-------- GIVEN INFORMATION
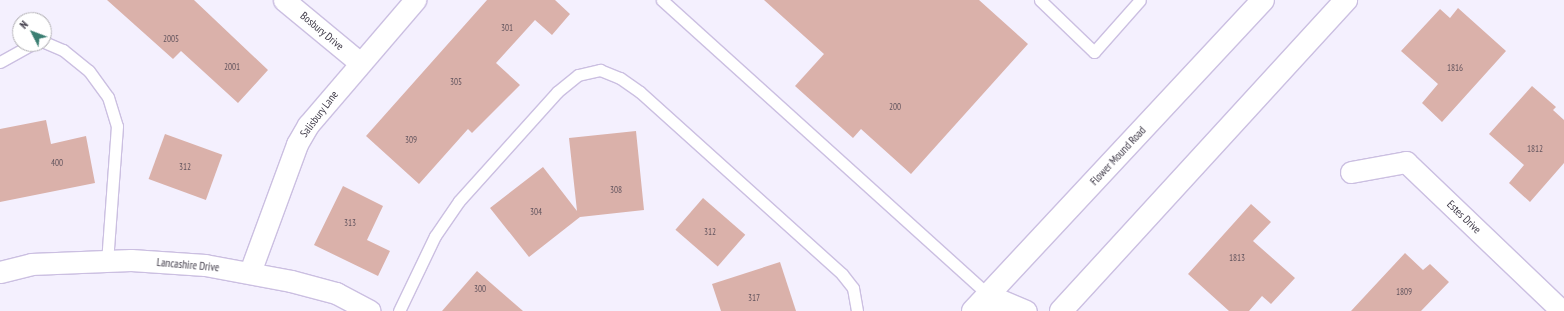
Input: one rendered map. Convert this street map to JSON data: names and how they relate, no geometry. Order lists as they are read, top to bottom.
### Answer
{
  "streets": {
    "main road": ["Flower Mound Road"],
    "street": [
      "Bosbury Drive",
      "Salisbury Lane",
      "Estes Drive",
      "Lancashire Drive"
    ]
  },
  "crossings": [
    ["Bosbury Drive", "Salisbury Lane"],
    ["Salisbury Lane", "Lancashire Drive"]
  ],
  "house_numbers": [
    "301",
    "2005",
    "2001",
    "1816",
    "305",
    "200",
    "309",
    "1812",
    "400",
    "312",
    "308",
    "304",
    "313",
    "312",
    "1813",
    "300",
    "1809",
    "317"
  ],
  "north": "top left"
}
----------------
TRY IT - Leave the images out and give the rest of the data again exactly.

WRITTEN ANSWER -
Input: one rendered map. Convert this street map to JSON data: names and how they relate, no geometry. Order lists as they are read, top to bottom.
### Answer
{
  "streets": {
    "main road": ["Flower Mound Road"],
    "street": [
      "Bosbury Drive",
      "Salisbury Lane",
      "Estes Drive",
      "Lancashire Drive"
    ]
  },
  "crossings": [
    ["Bosbury Drive", "Salisbury Lane"],
    ["Salisbury Lane", "Lancashire Drive"]
  ],
  "house_numbers": [
    "301",
    "2005",
    "2001",
    "1816",
    "305",
    "200",
    "309",
    "1812",
    "400",
    "312",
    "308",
    "304",
    "313",
    "312",
    "1813",
    "300",
    "1809",
    "317"
  ],
  "north": "top left"
}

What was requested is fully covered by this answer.